__WHAT TO WORK ON__:
Copy the data below exactly. Any pictures in it should be omitted.

__PROVIDED MATERIAL__:
▽
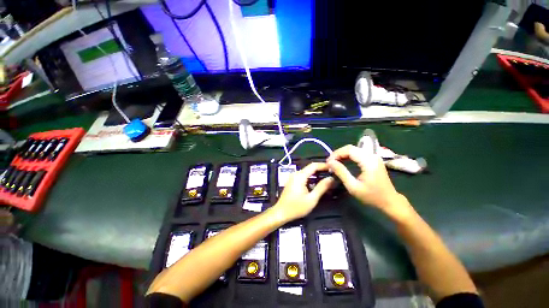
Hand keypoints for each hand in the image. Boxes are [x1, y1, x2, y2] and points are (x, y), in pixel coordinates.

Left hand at [273, 162, 334, 221]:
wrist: (281, 212)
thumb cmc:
△
__ANSWER BELOW__:
Hand keypoints for each hand in the image. Boxes are [x1, y1, x2, y2] and points are (x, y), in pixel coordinates.

Left hand at [273, 162, 334, 221]:
wrist: (281, 212)
thumb cmc:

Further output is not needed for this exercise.